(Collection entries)

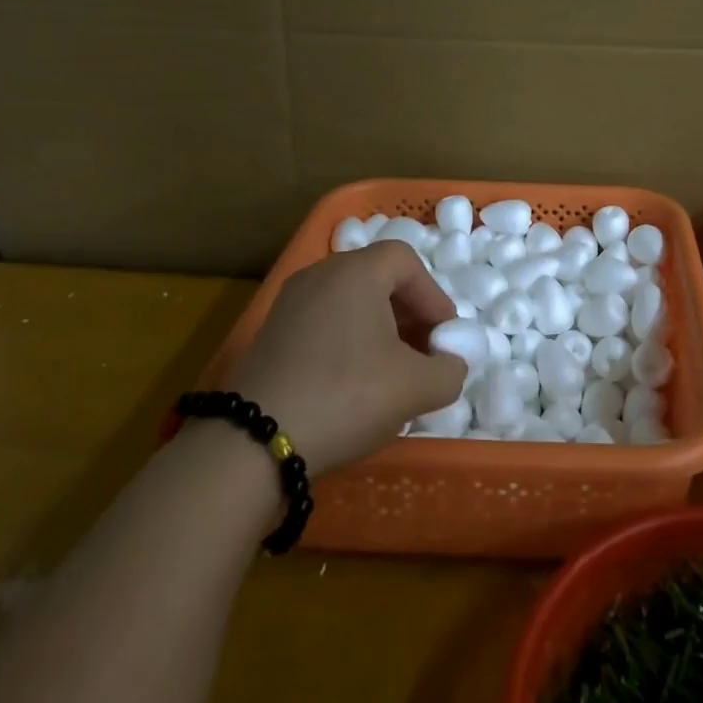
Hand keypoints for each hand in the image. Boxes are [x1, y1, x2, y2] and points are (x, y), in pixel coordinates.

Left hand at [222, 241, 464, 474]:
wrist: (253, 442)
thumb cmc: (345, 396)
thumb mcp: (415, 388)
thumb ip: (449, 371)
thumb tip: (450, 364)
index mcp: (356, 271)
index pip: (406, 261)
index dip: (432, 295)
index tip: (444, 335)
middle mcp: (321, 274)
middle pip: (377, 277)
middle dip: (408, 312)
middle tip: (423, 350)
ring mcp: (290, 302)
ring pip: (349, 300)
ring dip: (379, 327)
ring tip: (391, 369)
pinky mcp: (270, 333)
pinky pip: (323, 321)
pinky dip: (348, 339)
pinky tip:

## What is expected
Your copy should restate every record word for word and contain no pictures.

## Solution to this exercise
Hand keypoints for each hand in the image. Boxes are [x1, y1, x2, y2] and points are (x, y), in pixel coordinates.

Left hand at [222, 241, 464, 474]:
wrist: (253, 442)
thumb cmc: (345, 396)
thumb mcp: (415, 388)
thumb ip: (449, 371)
thumb tip: (450, 364)
index mcp: (356, 271)
index pip: (406, 261)
index dip: (432, 295)
index tip: (444, 335)
middle mcp: (321, 274)
middle pip: (377, 277)
middle dip: (408, 312)
middle tip: (423, 350)
ring mcp: (290, 302)
ring pip: (349, 300)
ring dip: (379, 327)
ring tip: (391, 369)
pinky mcp: (270, 333)
pinky pip: (323, 321)
pinky dip: (348, 339)
pinky tip:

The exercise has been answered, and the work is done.